Current policies aim to rebalance the economy and strengthen financial stability. Significant progress has been made toward reducing fiscal risks, notably through front-loaded consolidation. In light of weak recovery, however, the pace of structural fiscal consolidation slowed in FY 2012/13 (April-March), while flexibility in the fiscal program allowed automatic stabilizers to operate fully. Current fiscal plans envisage additional discretionary fiscal tightening of £10 billion in FY 2013/14, and will result in an acceleration of the pace of structural consolidation.
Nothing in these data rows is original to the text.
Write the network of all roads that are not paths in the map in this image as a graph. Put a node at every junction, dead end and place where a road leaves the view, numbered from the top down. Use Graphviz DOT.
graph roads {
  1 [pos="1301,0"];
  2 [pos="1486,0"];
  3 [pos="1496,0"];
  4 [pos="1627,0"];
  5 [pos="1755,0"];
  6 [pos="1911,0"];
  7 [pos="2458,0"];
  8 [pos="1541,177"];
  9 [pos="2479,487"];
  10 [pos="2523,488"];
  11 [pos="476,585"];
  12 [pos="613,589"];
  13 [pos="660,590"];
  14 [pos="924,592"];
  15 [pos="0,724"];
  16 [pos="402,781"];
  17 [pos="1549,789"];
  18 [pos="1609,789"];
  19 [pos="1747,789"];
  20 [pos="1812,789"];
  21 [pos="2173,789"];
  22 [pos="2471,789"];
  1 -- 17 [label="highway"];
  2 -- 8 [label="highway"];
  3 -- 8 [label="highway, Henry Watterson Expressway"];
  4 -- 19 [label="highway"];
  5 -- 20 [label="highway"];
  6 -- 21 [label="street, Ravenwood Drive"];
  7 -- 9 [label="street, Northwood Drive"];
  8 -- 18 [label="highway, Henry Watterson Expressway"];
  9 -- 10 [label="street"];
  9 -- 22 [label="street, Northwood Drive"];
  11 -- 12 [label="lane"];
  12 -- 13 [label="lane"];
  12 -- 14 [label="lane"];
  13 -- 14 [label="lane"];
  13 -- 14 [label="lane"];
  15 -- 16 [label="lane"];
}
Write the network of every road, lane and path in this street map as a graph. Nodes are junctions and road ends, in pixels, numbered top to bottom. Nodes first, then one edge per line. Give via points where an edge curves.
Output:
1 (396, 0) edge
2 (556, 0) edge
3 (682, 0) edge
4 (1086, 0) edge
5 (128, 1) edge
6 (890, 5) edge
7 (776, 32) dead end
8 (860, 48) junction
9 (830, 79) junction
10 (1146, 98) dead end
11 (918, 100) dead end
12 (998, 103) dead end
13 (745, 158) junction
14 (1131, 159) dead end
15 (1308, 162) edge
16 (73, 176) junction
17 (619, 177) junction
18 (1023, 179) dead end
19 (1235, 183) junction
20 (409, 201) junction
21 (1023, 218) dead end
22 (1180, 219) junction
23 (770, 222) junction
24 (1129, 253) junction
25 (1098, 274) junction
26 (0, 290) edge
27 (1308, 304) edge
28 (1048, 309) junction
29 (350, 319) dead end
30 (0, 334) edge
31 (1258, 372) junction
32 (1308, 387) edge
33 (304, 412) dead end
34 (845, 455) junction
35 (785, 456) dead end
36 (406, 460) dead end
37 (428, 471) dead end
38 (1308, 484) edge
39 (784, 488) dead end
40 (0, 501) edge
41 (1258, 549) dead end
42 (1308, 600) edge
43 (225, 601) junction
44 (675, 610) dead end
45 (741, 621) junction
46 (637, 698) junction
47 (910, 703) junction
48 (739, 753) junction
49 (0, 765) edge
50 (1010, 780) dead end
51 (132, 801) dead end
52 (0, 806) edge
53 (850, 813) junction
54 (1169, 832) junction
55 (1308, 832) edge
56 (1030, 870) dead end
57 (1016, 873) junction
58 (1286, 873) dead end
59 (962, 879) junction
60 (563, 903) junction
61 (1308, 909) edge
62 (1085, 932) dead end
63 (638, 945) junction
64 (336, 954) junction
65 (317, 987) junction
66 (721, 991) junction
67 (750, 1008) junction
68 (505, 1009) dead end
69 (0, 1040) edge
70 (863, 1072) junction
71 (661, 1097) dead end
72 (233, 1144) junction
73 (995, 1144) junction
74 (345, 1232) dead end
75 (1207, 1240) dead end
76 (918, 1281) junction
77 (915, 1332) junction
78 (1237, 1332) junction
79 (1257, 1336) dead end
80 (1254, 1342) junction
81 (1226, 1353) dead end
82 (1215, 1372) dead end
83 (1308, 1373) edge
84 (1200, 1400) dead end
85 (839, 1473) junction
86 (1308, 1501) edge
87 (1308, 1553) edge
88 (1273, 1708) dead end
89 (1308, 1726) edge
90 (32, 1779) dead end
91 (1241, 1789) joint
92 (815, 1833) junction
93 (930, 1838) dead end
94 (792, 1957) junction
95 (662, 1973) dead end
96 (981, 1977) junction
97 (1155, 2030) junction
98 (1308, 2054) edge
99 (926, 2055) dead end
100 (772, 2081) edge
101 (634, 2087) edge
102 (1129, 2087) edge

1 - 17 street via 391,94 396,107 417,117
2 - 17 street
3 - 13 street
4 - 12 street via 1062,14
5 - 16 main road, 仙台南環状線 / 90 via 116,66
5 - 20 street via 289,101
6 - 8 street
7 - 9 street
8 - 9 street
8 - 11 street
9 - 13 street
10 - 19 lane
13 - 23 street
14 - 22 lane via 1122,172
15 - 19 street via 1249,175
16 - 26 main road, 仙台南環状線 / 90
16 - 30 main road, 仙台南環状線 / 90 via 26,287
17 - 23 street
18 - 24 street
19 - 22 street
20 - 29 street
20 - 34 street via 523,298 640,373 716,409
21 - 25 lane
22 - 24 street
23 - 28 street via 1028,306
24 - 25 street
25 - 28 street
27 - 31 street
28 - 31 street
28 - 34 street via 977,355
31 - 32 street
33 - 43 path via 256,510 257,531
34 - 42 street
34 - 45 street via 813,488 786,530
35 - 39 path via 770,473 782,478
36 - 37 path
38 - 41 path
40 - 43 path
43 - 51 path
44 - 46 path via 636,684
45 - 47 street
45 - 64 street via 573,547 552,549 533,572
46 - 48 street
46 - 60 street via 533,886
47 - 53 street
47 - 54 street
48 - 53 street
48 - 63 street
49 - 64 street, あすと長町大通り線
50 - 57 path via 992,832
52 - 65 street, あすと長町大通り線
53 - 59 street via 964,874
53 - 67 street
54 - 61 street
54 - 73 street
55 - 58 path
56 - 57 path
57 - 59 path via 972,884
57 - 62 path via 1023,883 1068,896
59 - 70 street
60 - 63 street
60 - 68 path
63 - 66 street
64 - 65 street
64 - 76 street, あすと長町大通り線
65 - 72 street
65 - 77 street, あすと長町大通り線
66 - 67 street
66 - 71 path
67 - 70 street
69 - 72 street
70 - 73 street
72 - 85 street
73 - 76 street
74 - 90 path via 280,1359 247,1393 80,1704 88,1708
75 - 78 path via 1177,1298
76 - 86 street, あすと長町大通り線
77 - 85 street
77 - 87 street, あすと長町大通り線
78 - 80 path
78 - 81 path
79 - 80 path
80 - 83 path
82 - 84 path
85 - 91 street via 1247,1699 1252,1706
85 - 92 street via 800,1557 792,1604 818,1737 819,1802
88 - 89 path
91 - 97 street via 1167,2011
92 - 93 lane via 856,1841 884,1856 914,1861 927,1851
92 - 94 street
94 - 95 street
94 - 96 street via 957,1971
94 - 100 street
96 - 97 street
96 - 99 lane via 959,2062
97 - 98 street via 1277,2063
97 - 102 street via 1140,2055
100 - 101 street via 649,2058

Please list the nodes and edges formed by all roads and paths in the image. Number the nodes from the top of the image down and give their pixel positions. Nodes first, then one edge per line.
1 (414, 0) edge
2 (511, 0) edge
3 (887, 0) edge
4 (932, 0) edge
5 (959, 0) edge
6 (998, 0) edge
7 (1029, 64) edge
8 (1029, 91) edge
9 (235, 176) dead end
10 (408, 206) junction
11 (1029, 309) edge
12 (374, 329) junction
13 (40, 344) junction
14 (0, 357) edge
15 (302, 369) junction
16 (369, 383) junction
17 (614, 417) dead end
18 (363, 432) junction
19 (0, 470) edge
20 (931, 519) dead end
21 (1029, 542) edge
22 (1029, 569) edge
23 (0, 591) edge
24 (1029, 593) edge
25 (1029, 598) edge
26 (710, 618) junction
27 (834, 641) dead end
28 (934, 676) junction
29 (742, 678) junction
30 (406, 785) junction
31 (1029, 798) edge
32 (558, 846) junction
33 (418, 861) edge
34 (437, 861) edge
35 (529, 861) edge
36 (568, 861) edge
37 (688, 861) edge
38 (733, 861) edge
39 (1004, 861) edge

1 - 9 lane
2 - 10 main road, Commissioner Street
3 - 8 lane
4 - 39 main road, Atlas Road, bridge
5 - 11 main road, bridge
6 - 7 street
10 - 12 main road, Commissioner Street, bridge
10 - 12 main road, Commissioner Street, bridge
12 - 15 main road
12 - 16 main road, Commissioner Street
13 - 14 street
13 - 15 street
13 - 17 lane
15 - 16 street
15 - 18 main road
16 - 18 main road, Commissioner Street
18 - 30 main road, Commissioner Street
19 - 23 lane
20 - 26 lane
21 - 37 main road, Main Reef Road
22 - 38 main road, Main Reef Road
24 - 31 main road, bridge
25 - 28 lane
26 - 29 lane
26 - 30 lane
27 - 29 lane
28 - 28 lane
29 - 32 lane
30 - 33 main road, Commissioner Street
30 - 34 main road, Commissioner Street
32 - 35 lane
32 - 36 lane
Monetary policy in the UK has been highly accommodative to help bolster the recovery. In addition to cutting the policy rate aggressively, the Bank of England has engaged in Quantitative Easing, amounting to a cumulative £375 billion (about a ¼  of gross domestic product), and, jointly with the Her Majesty’s Treasury, launched the Funding for Lending Scheme, aimed at lowering bank funding costs. The transmission of accommodative monetary policy to credit has, however, only been partially successful. Mortgage rates have declined sharply and corporate bond and equity markets have recovered strongly. But bank lending, notably to sectors of the economy unable to post high-quality collateral, such as small and medium size enterprises (SMEs), remains very weak, as bank balance sheets remain impaired.

To advance financial sector repair, the authorities have recently conducted an Asset Quality Review and laid out plans to strengthen banks’ capital position. The financial regulatory structure has also being revamped, with the establishment of three new bodies—the Prudential Regulation Authority, Financial Conduct Authority, and Financial Policy Committee—aimed at bolstering financial stability.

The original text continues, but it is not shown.